While the concept of LBBB-CM is well established, the incidence, evolution over time, and predisposing factors of RR-LBBB-CM are not known. In addition, the duration of time required for LBBB to be present in order to develop CM is unclear. Given the current state of knowledge and recommendations, CRT can be quite controversial. However, as these patients are at risk of developing LV dysfunction, it is reasonable to recommend close follow-up with routine echocardiography, especially if new symptoms of heart failure develop. Holter monitoring to assess the average rate at which LBBB appears as well as duration of time with LBBB throughout the day could also be a reasonable modality to guide management. In addition, maximum tolerated beta-blocker therapy, and if necessary, ivabradine, to achieve a heart rate below the critical rate should be implemented prior to recommending CRT.

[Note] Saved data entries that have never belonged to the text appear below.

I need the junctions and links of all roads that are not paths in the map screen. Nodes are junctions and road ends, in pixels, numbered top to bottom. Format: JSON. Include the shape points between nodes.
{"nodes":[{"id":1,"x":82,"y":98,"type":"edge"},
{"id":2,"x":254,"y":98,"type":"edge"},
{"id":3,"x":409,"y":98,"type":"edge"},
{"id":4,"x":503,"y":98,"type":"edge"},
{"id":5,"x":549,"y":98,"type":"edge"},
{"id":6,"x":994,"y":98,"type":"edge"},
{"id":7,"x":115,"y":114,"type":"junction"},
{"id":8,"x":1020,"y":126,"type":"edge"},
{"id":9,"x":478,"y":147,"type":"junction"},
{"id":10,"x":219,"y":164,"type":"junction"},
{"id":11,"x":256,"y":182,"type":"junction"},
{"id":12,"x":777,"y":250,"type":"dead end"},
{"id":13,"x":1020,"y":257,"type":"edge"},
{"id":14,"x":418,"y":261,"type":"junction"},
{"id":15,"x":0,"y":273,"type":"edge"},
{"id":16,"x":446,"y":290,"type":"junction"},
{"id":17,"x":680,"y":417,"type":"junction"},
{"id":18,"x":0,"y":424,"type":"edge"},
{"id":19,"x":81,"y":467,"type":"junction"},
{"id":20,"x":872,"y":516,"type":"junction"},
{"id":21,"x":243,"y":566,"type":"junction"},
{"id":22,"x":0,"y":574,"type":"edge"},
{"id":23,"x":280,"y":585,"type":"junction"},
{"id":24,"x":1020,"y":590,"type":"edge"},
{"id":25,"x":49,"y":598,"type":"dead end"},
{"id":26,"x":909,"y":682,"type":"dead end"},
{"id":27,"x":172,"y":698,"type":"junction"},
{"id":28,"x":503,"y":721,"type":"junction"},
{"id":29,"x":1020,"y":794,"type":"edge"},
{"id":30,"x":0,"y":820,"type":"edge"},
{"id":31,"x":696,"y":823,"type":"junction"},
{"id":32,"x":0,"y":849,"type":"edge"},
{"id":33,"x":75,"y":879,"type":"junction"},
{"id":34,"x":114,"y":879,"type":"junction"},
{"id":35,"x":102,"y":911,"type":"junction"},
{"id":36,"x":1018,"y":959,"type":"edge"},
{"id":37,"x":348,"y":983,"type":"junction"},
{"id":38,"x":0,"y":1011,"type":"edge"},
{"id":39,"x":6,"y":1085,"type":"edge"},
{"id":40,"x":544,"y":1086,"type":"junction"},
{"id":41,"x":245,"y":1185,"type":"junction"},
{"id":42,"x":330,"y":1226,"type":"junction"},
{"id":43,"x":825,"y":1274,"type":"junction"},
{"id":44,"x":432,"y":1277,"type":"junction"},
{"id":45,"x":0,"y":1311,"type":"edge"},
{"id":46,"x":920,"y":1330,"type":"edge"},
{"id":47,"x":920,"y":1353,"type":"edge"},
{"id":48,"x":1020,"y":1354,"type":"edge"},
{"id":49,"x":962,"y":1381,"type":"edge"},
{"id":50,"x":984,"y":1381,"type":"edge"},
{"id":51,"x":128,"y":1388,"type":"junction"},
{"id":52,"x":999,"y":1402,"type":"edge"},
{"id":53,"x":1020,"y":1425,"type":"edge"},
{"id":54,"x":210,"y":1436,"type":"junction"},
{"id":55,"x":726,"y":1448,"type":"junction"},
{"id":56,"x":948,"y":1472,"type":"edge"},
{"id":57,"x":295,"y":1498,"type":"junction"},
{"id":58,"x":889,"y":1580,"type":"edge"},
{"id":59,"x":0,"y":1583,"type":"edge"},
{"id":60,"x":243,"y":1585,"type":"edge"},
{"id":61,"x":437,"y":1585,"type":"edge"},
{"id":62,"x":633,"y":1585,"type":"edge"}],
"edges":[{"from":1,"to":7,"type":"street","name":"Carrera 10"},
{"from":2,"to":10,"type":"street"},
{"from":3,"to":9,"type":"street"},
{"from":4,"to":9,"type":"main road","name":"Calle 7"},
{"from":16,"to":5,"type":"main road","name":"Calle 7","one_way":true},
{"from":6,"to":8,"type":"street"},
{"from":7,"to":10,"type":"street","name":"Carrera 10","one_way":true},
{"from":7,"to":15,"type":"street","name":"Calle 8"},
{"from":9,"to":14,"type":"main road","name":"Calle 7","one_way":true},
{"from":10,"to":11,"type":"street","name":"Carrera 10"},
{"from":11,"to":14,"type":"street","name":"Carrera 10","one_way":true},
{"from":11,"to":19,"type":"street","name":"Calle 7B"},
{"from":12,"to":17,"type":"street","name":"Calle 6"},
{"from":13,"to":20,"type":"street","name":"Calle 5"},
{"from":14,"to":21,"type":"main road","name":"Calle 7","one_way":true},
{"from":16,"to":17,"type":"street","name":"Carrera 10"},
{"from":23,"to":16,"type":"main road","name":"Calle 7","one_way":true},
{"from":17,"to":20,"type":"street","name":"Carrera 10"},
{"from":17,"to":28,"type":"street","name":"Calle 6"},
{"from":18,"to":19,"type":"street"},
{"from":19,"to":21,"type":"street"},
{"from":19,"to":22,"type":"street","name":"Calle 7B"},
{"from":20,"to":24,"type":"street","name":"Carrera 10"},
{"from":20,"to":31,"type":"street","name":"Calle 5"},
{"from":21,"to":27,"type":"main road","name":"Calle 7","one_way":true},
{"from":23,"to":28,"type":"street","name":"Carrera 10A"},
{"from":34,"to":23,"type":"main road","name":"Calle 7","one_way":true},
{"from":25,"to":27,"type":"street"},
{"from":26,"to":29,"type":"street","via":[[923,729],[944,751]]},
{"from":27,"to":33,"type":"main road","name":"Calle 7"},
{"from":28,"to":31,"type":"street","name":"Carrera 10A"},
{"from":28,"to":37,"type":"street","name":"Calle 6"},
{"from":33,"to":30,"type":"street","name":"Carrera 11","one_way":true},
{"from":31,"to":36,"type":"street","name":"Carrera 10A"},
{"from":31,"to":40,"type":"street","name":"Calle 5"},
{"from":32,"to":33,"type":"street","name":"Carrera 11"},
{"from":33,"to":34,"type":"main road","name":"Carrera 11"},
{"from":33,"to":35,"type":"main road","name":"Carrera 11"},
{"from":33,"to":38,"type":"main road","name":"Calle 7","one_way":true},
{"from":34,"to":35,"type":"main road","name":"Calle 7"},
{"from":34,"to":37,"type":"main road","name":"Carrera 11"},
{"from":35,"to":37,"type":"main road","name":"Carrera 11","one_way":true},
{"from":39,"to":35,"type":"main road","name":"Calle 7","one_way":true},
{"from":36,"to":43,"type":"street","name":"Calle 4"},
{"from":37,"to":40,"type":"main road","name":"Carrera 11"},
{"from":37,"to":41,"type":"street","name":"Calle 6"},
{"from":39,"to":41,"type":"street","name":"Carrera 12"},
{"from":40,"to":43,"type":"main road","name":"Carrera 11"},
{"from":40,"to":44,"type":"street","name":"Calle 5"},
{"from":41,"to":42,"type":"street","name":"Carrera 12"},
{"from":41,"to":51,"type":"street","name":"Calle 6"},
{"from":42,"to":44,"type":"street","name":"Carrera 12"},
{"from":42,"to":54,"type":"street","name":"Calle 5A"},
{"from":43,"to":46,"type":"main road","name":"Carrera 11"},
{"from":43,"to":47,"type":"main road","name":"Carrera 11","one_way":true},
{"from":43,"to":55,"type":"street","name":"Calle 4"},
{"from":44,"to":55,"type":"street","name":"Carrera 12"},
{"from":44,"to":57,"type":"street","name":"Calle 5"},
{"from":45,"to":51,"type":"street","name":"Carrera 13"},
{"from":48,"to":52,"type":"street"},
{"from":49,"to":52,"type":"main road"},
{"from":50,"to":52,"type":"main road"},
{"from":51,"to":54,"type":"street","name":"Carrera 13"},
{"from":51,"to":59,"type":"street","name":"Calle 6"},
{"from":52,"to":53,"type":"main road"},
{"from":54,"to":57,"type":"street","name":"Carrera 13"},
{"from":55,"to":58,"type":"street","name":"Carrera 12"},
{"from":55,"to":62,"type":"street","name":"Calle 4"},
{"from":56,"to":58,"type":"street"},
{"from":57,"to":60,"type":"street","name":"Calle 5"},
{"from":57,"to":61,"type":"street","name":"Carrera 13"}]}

Although we present this case as a diagnosis of RR-LBBB-CM, there could potentially be other explanations as to the resolution of the patient’s CM. For instance, the patient could have had a baseline LBBB as a result of his CM at the time of his initial CRT-D implantation, which subsequently resolved due to the resynchronization therapy and persisted even after the device was extracted. However, we do show that the patient’s LBBB was present above the presumed critical heart rate of approximately 70 bpm prior to CRT implantation, making RR-LBBB-CM a viable diagnosis. Nonetheless, further studies are required to help guide patient management for this elusive diagnosis.

Conclusion

RR-LBBB-CM is a rare entity and poses an extremely challenging scenario when it comes to patient management. Optimal medical therapy along with close monitoring and extensive workup should be performed to exclude all other causes of LBBB and CM before recommending treatment with CRT. 

Disclosures: The authors have no conflicts of interest to report regarding the content herein.